Data extracted from a collection:
BEGIN
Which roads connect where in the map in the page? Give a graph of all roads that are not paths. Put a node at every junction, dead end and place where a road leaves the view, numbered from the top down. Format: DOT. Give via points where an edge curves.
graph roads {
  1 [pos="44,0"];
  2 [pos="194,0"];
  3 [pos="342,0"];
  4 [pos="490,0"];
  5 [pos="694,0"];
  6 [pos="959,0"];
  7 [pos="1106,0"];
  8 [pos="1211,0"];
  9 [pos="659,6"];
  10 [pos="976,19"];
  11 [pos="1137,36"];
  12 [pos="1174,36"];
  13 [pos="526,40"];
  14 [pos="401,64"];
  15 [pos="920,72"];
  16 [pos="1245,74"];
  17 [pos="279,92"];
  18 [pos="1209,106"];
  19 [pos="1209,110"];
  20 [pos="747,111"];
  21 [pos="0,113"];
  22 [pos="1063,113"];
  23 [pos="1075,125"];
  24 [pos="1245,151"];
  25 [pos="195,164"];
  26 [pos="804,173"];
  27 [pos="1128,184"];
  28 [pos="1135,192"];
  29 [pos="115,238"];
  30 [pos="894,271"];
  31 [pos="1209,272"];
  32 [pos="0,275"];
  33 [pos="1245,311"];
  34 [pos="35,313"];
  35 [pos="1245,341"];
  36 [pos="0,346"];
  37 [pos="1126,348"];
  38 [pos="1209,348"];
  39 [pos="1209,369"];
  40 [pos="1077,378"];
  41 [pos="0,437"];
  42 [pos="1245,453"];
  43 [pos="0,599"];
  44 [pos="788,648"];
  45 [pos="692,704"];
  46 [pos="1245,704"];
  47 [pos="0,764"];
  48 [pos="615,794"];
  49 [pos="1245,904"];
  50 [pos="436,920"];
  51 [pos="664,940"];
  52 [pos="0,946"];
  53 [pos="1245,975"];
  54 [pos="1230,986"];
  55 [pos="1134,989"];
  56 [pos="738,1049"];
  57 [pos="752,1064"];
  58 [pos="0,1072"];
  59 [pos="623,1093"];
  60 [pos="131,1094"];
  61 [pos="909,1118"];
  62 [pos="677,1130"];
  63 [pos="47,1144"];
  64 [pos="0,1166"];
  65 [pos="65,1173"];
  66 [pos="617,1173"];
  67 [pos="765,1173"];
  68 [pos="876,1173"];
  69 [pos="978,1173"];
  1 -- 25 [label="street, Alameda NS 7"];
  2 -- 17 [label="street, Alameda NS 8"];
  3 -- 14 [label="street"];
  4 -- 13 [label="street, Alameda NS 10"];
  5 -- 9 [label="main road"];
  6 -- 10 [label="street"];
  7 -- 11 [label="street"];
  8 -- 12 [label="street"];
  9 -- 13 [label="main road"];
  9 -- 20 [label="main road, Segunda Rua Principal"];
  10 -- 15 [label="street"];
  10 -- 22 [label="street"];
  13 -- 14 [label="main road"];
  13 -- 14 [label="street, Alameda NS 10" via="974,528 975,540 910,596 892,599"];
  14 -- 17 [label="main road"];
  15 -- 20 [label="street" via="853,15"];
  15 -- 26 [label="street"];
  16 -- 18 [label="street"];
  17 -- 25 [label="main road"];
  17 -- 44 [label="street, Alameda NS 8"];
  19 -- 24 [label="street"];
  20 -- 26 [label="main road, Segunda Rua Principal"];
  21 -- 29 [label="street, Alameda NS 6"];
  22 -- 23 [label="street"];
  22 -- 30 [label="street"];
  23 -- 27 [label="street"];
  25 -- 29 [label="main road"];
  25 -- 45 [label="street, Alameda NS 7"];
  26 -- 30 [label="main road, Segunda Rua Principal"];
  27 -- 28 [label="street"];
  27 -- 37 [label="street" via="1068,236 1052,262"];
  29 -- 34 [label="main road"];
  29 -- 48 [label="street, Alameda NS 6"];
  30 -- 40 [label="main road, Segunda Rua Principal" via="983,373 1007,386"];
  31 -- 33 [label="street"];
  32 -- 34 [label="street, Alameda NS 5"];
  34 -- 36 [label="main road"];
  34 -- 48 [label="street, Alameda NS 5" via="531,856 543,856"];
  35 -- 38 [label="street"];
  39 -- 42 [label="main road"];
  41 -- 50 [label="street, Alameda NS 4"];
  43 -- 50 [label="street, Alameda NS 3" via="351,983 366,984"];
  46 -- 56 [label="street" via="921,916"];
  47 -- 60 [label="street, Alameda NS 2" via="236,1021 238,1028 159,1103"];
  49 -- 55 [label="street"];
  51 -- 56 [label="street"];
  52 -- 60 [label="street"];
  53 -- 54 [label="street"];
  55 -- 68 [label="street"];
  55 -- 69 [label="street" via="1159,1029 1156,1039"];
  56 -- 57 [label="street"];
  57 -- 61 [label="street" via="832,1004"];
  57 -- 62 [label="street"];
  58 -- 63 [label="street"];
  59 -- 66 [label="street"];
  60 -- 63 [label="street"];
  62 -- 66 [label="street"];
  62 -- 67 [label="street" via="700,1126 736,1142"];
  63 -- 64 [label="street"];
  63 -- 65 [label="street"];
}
END
BEGIN
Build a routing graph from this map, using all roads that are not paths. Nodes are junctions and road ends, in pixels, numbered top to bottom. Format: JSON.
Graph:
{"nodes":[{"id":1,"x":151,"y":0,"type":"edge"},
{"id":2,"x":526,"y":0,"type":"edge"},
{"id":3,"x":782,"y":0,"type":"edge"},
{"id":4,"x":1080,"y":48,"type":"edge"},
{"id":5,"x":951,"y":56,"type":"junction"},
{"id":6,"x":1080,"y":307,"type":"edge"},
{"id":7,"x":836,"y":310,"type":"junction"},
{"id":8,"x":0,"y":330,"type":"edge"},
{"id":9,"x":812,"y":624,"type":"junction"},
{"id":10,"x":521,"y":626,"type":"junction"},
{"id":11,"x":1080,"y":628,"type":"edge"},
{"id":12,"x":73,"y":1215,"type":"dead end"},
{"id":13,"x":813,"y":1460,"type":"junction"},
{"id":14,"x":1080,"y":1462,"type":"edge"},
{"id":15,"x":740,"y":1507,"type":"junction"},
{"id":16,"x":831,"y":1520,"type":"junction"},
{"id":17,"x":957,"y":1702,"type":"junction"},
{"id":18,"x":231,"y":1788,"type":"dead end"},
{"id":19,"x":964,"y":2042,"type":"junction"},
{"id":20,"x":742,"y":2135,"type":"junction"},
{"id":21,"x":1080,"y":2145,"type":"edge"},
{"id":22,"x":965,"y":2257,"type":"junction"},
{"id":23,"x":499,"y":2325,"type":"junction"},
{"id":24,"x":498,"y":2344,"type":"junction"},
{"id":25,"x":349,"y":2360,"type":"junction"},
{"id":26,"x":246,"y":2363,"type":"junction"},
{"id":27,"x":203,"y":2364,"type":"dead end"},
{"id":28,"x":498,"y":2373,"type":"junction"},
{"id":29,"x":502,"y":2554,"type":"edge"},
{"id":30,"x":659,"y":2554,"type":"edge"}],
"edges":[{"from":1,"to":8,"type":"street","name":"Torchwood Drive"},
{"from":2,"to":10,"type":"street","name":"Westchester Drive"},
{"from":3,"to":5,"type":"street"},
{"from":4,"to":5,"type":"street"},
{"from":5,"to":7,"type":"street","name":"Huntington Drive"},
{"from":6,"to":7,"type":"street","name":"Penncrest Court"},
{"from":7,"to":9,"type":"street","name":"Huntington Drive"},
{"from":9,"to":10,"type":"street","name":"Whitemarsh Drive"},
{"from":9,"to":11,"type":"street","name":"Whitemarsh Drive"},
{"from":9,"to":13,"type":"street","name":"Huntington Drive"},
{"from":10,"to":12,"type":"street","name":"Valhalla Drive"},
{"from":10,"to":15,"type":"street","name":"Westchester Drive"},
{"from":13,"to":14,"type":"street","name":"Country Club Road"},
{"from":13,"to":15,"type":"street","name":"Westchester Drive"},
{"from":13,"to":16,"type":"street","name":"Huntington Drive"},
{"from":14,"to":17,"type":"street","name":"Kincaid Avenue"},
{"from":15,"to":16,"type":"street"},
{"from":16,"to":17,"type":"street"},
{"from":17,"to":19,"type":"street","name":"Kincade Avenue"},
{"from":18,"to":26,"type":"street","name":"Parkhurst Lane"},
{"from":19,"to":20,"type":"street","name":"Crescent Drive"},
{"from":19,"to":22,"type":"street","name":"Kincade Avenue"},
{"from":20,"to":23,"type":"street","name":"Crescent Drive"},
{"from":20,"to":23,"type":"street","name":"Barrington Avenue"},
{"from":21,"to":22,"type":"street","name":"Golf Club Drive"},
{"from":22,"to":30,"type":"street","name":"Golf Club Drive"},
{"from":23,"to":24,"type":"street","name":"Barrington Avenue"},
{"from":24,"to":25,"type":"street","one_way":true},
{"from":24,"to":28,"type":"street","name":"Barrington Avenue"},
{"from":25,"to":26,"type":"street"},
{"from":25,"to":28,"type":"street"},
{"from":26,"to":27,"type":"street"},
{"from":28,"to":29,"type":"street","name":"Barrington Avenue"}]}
END
— Directions for this task —
Which lines of the records above hold the word "Golf"? Copy each of them.

— Output of the exercise —
{"from":21,"to":22,"type":"street","name":"Golf Club Drive"},
{"from":22,"to":30,"type":"street","name":"Golf Club Drive"},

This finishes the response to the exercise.